I don’t understand how people are agreeing with me that you cannot go better than the source, then turn around and say that re-compressing a 25 Mbps source will improve it. That is why I said you can’t have it both way. You just can’t say you cannot go better than the source and, at the same time, that re-compressing the source will improve it. Not in the same Universe! :)

He who knows does not speak; he who speaks does not know.
                    — Lao Tze in Tao Te Ching

Can you imagine the silence if everyone only said what he knows?
                    — Karel Čapek (The guy who gave us the word “robot” in R.U.R.)

musicvid10 wrote on 5/8/2014, 9:10 PM
There is only one person here arguing over that. It is not Kelly, it is not me. There is nothing in the quote from the OP you posted just above that would compel me to believe otherwise.

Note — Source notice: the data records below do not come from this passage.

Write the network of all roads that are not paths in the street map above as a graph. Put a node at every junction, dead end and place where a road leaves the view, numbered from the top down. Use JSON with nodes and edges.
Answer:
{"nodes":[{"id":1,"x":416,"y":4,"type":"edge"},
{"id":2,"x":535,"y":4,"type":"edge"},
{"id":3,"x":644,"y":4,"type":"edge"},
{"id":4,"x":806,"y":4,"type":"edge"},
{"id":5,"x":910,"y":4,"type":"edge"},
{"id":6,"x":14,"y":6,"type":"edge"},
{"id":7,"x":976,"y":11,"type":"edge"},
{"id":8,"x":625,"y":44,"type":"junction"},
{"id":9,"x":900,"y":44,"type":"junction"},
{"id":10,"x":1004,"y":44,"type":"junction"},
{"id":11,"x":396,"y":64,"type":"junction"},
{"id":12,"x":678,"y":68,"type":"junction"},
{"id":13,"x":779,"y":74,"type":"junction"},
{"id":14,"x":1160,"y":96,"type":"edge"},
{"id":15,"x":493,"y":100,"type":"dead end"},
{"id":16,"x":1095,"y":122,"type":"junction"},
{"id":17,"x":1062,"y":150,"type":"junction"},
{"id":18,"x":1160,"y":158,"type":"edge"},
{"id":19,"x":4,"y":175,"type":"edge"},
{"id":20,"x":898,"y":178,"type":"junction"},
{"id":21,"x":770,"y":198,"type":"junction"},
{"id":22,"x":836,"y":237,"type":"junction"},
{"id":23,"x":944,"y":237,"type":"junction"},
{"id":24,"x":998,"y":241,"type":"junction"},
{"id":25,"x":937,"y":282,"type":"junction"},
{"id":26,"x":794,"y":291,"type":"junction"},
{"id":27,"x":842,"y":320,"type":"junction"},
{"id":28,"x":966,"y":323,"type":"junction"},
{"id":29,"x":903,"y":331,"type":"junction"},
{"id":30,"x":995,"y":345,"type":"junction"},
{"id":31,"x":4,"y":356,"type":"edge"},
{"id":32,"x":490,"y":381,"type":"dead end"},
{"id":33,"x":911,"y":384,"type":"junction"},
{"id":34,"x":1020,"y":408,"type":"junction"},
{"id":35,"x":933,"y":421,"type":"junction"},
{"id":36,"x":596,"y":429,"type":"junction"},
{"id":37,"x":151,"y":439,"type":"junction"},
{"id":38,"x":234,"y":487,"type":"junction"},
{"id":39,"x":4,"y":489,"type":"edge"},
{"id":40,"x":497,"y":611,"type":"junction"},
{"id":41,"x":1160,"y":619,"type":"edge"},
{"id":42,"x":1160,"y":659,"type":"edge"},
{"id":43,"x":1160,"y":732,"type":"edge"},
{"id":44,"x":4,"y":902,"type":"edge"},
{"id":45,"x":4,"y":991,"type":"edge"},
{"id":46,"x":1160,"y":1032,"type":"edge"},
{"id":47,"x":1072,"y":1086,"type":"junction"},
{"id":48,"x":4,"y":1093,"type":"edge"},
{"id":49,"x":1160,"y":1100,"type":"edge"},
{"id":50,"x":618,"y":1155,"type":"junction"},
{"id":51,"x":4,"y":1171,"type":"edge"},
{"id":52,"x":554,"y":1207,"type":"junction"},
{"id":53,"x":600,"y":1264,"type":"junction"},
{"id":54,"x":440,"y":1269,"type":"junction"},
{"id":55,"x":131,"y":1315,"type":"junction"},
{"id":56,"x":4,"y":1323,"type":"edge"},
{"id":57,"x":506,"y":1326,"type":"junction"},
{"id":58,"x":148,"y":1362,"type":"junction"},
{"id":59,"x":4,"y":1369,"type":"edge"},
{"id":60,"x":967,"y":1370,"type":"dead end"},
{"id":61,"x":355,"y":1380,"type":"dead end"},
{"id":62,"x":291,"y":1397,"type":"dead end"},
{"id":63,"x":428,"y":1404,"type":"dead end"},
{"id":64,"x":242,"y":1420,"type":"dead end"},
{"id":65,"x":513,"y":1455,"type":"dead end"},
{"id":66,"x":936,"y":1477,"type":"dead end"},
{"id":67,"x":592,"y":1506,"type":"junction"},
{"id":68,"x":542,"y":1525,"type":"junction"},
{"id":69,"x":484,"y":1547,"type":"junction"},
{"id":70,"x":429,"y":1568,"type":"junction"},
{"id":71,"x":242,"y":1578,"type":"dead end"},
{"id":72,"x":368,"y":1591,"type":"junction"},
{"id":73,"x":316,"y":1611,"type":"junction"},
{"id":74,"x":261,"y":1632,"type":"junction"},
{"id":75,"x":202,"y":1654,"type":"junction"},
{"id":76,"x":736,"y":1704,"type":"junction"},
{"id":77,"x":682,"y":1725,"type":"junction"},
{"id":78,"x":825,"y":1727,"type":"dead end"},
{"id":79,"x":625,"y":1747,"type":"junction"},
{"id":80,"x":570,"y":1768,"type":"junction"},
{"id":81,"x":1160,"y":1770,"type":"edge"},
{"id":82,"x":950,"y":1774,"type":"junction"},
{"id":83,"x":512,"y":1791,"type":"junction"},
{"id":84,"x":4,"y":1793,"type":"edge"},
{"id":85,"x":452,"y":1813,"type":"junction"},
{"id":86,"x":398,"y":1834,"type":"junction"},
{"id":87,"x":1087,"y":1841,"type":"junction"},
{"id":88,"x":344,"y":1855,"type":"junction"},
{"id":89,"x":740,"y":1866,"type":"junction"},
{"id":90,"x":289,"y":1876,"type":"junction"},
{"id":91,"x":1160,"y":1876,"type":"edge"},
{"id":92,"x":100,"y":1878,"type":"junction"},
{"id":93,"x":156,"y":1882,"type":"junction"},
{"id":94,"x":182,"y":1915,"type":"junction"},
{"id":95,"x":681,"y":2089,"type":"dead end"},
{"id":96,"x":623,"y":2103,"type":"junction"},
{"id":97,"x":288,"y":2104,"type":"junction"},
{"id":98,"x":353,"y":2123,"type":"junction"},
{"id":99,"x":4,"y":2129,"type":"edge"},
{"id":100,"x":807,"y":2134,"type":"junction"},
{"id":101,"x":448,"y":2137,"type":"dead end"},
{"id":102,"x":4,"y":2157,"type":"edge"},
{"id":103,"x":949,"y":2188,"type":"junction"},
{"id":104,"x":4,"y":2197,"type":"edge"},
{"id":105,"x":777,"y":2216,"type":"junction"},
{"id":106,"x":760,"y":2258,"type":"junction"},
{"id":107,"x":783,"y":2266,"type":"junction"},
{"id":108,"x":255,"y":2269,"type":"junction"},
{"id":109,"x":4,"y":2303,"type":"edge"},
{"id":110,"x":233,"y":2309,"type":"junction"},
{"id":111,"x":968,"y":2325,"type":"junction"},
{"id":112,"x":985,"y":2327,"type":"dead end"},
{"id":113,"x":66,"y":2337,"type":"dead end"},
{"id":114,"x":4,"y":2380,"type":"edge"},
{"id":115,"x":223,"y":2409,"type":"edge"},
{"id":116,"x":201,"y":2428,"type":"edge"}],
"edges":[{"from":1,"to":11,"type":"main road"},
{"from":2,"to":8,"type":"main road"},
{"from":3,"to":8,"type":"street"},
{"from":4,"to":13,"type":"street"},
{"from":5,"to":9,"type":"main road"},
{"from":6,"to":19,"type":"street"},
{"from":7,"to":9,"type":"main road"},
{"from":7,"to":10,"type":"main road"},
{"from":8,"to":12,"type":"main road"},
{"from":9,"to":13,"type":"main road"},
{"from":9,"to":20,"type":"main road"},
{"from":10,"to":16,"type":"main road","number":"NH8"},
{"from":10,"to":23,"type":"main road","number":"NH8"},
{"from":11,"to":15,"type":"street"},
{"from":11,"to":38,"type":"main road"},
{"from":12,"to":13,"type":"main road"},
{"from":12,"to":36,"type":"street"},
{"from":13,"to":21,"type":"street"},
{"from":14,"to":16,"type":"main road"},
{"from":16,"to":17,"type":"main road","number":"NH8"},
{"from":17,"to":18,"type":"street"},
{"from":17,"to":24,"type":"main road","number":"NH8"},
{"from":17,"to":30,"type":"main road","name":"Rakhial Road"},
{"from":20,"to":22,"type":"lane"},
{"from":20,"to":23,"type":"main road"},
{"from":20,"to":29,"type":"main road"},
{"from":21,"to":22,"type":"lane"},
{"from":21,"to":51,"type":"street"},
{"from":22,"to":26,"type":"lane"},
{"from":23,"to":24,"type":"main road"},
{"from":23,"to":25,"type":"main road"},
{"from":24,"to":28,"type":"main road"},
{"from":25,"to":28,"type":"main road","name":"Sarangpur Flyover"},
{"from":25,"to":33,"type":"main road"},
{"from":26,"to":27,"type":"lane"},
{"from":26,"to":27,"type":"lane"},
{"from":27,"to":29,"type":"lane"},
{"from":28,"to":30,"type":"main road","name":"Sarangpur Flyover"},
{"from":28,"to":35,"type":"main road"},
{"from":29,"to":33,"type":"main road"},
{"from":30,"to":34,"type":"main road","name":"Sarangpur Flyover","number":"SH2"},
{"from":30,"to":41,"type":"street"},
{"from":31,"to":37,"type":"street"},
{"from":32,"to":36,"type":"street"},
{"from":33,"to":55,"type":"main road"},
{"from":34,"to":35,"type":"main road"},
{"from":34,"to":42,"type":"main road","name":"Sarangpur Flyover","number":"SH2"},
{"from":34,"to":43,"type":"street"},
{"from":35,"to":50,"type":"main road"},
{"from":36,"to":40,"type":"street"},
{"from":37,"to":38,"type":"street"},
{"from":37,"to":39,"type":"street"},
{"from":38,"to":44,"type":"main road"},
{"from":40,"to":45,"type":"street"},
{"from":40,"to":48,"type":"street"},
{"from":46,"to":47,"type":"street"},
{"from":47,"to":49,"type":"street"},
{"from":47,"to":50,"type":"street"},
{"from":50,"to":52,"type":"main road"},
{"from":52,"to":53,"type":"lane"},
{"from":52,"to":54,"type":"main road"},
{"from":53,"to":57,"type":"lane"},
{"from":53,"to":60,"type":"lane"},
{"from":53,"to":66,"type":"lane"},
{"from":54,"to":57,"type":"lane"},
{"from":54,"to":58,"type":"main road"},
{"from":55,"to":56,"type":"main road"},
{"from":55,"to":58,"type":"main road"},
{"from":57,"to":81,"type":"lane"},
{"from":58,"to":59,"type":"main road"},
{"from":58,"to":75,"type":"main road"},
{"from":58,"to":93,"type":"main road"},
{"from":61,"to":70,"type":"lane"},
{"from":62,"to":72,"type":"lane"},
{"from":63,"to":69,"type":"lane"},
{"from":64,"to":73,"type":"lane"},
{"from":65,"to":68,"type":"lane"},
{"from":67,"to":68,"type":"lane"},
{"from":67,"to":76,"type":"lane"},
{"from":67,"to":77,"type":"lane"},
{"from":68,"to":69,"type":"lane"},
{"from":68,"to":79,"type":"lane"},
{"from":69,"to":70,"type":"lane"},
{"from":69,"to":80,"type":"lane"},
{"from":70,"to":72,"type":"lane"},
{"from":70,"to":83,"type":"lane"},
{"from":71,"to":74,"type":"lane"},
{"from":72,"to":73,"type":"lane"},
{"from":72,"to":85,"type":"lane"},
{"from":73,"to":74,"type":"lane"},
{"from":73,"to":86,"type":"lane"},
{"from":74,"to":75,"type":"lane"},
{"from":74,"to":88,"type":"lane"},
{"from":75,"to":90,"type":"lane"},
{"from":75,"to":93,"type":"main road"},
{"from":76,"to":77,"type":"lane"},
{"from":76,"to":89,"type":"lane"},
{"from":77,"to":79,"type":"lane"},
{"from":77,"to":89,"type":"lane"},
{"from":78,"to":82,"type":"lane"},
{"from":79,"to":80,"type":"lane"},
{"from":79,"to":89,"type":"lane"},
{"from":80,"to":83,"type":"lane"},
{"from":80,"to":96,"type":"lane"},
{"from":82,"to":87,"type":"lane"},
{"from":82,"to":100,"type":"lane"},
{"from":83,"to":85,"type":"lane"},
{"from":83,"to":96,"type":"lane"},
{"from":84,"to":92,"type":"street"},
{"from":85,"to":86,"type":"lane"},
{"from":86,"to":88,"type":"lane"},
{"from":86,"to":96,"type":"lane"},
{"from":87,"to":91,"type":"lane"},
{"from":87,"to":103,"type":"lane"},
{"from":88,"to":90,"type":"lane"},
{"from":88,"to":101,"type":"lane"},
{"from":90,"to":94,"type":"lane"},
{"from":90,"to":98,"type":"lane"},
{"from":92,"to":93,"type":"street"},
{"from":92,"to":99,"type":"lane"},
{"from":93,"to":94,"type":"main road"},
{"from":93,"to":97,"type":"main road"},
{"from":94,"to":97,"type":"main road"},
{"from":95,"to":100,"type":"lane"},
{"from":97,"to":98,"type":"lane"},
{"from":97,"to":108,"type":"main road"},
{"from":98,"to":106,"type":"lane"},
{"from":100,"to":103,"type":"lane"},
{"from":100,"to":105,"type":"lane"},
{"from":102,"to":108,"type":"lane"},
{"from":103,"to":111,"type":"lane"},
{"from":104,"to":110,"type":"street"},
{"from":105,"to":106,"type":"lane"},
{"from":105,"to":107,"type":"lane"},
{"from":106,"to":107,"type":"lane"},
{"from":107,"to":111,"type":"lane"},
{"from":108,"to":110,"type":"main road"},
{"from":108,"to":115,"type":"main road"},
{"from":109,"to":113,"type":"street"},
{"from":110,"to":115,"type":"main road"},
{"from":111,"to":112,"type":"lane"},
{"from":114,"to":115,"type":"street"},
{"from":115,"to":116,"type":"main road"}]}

The correct response to the question you quoted is, "Yes, it will be 50Mbps, but the quality will not be as good as the source."
Capish?

Why don't you try actually reading the responses?
Or maybe just look at my graph above, which illustrates a function that approaches, but never actually achieves source parity??

We all know you can't improve on SOURCE quality by re-encoding at a higher bitrate, or any bitrate for that matter! I even wrote about it in 2009*. Whether or not you read that into the question, that was NOT proposed in any of the responses. I teach math and reading for a living; the responses above looked fine until, well . . . . . .

If English is not your first language, I can easily understand missing some of the subtleties and nuance in syntax. Kelly (Chienworks) is correct, as we have come to expect.
That being said, best of luck.

* http://www.sonycreativesoftware.com/forums/ShowMessage.asp?ForumID=12&MessageID=660127
Chienworks wrote on 5/9/2014, 9:44 PM
Near as i can tell, RedPrince is operating under two slight misconceptions.

1 - That some of us think that 50Mbps output will be better than 25Mbps input. No one has said that. We all know it will be worse because it will have gone through another compression stage. We're only saying that 2xMbps output is better than 1xMbps output, both of which are worse than the input.

2 - That somehow, Vegas copies the original compression into the new file. Aside from the extremely few and rare cases of smart-rendering where there is no recompression, this is never true. The source is decompressed into full RGB discrete frame, and then compressed again with absolutely no consideration for the format or compression of the original. This is why i add "this is true no matter what the bitrate of the original was."

Consider also that if smart-rendering were involved, there would be no choice of output bitrate. It MUST match the source, and this entire thread would never have occurred. If it isn't an exact match then no smart-rendering is involved.